Private equity firms raise funds all the time. Currently, there are over 2000 equity firms actively seeking funds, and they depend on services like Corporate Resolutions for their work in private equity due diligence. Each fund will give you a very attractive package, on the face value. Closer inspection will reveal some of the things that fund managers will not tell you. That is why due diligence ought to debunk every one of them. This article will map out what a good equity fund manager should have by pointing you in the direction.
Commercial due diligence
Everyone will be interested in this part of the process. The focus is on the numbers. Also, how attractive they are to your eye. However, ignore the number; focus on how the fund manager arrives at the numbers. Interrogate the ratios, specifically the IRR, EBITDA, and ROI. Do not stop there. Look at the short-term and long-term performance of the fund. New private equity managers may not have a track record as a firm, evaluate key staff’s record of accomplishment. Look at the revenues streams and their stability, cost structure, macroeconomic environment, and ESG.
Strategy due diligence
Private equity funds depend on a foolproof concept to make money. While the idea can be immaculate on paper, how well it is implemented is the most important component. The art of due diligence involves crosschecking the strategy vis-à-vis the fund performance. The fund manager should explain gaps between the two. If the results far outweigh the strategic target, you still need answers because you don’t want to be a victim of scams. It is also good to compare strategies from different firms to get an idea of what is working. Look at the terms, too.
Operational due diligence
If you are looking to buy into a firm, operational efficiency is a key component of due diligence. Some people buy a company, invest in the operational efficiency, and then sell at hefty profits. The art of every business process is what makes up business operations. Some of the business processes include procurement, customer service, marketing, etc.

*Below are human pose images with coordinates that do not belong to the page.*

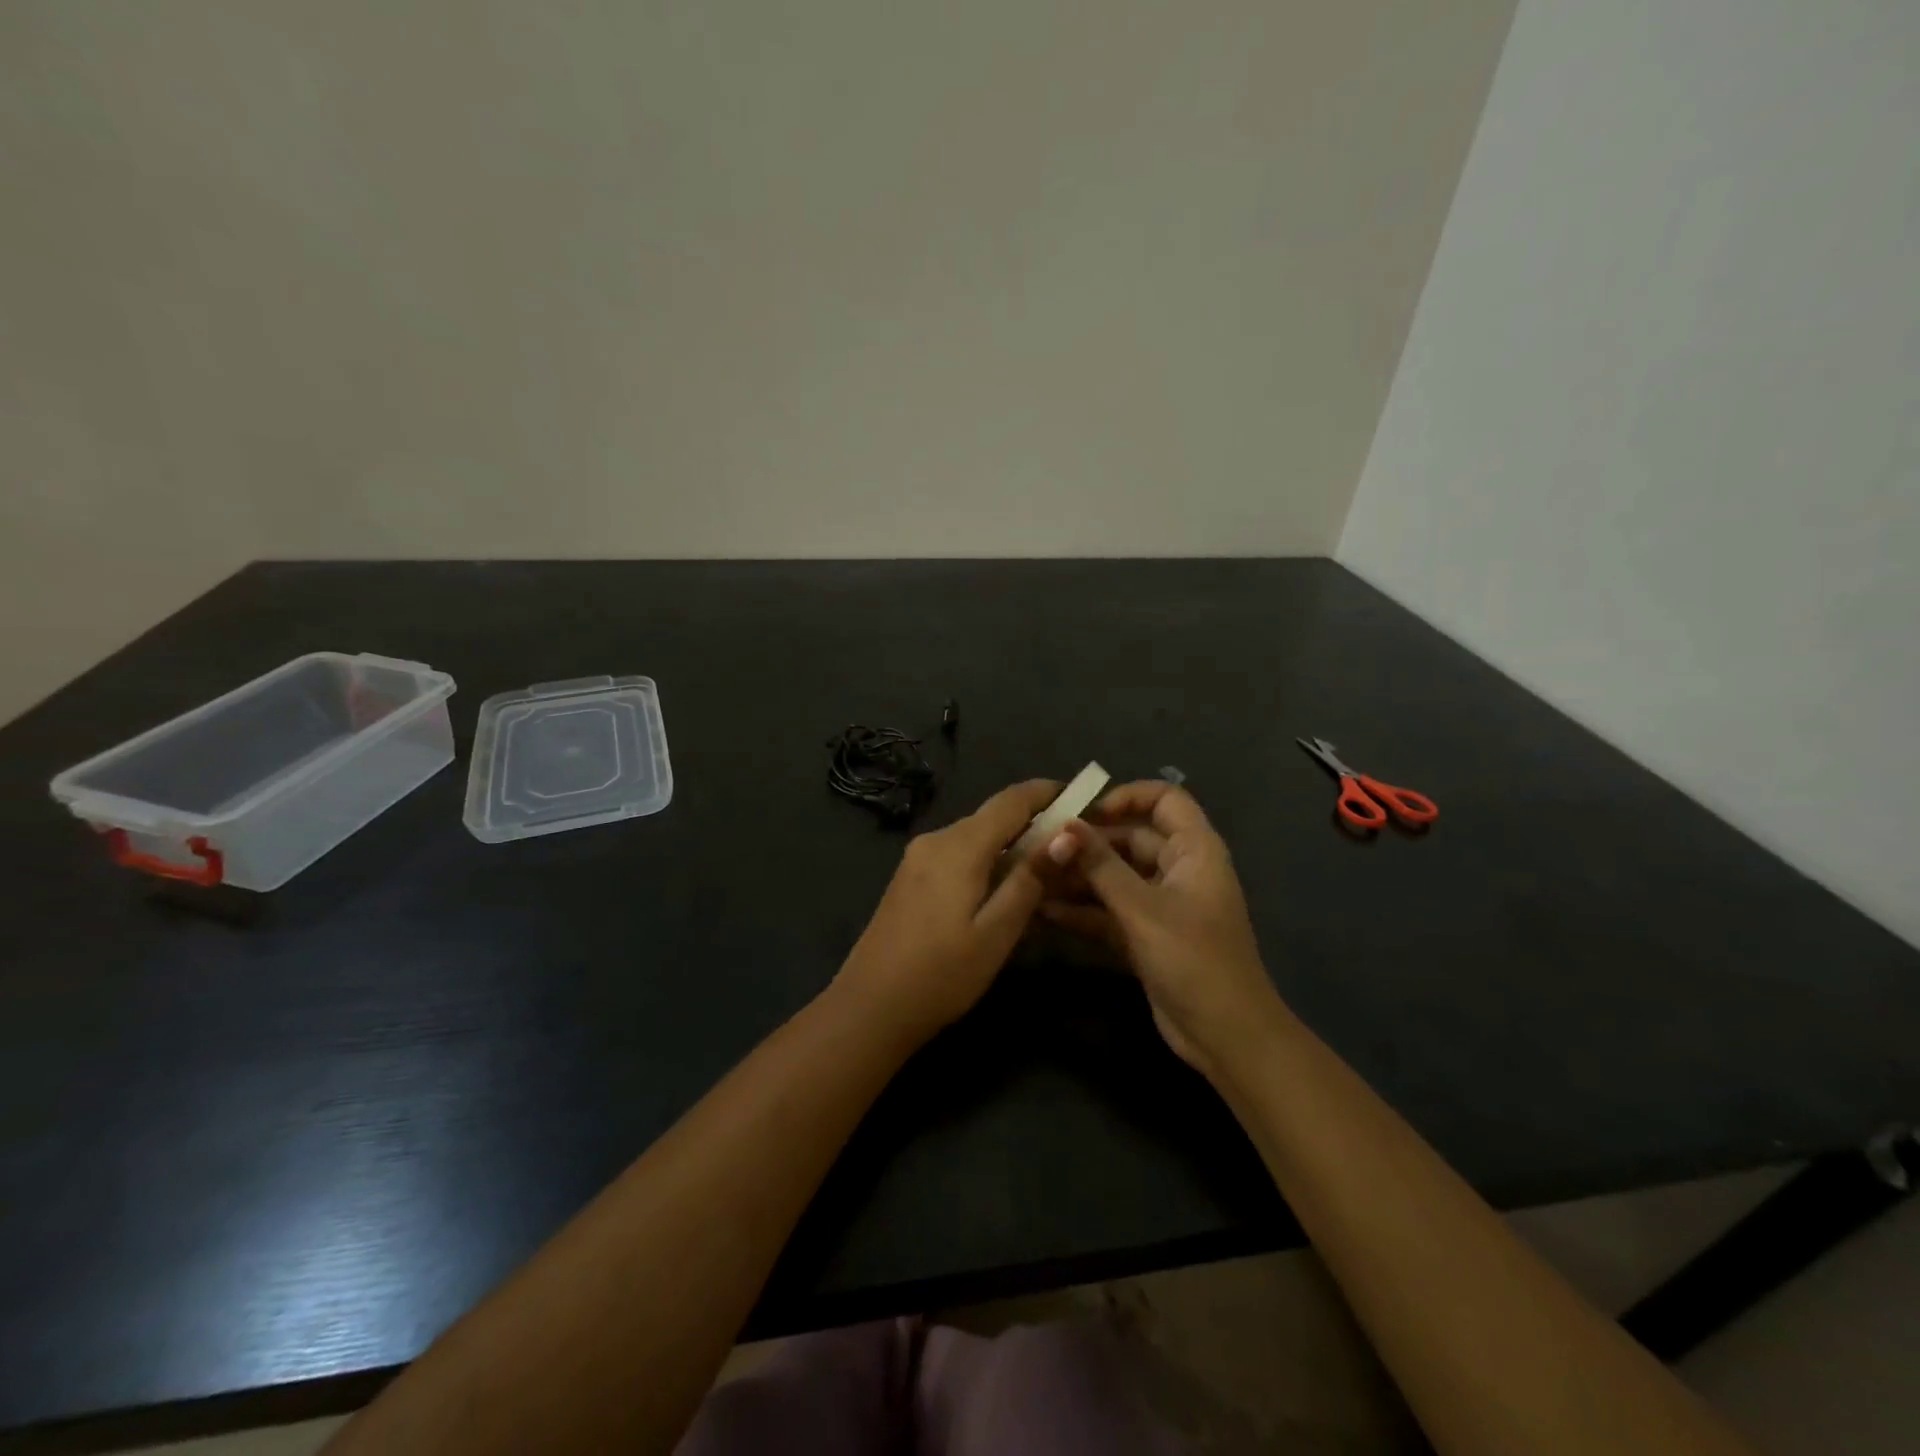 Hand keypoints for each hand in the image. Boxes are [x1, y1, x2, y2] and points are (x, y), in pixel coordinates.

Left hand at [832, 779, 1060, 1046]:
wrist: (869, 1008)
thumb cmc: (940, 976)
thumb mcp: (996, 933)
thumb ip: (1030, 880)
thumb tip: (1066, 835)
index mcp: (958, 846)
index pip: (1012, 800)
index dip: (1049, 792)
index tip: (1084, 797)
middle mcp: (936, 839)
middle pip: (994, 816)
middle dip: (1035, 824)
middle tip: (1075, 846)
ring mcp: (918, 858)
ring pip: (976, 836)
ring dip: (1011, 845)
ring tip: (1048, 871)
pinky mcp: (910, 877)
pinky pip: (958, 854)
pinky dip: (987, 861)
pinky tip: (1004, 889)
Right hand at [1041, 781, 1283, 1077]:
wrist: (1226, 1036)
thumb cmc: (1193, 959)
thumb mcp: (1143, 908)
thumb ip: (1100, 865)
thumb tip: (1062, 826)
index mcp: (1194, 850)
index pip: (1165, 799)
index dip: (1126, 797)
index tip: (1084, 812)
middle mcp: (1179, 869)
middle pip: (1130, 838)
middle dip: (1086, 842)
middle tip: (1039, 847)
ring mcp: (1161, 905)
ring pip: (1115, 876)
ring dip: (1078, 876)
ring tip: (1032, 876)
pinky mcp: (1146, 935)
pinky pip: (1110, 910)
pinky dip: (1082, 909)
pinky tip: (1043, 910)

The integration of the processes into a workable organizational fit is an asset for investors. It separates potential from reality. When conducting due diligence on this, you have to critically evaluate every process, look for potential wastes, find opportunities for savings, identify unexploited potential, among other things.
Key-personnel due diligence
Equity management is a team effort. You need a cohesive, complementary, and experienced organ to implement a business plan or strategy. Look out for contracts for key staff to ensure that they last throughout the contract period. Honesty is critical when it comes to due diligence, too. When the team is sloppy with details, you should be concerned. If a key staff has potential baggage, lacks provable experience, or provides misleading information during sales a presentation, don’t ignore these red flags.
Due diligence is a broad endeavor that should focus on the goal. Attempts to be too thorough might defeat the whole essence of the process. Identify the key areas of interest, and give them the best review. Align your equity manager options with your values and goals.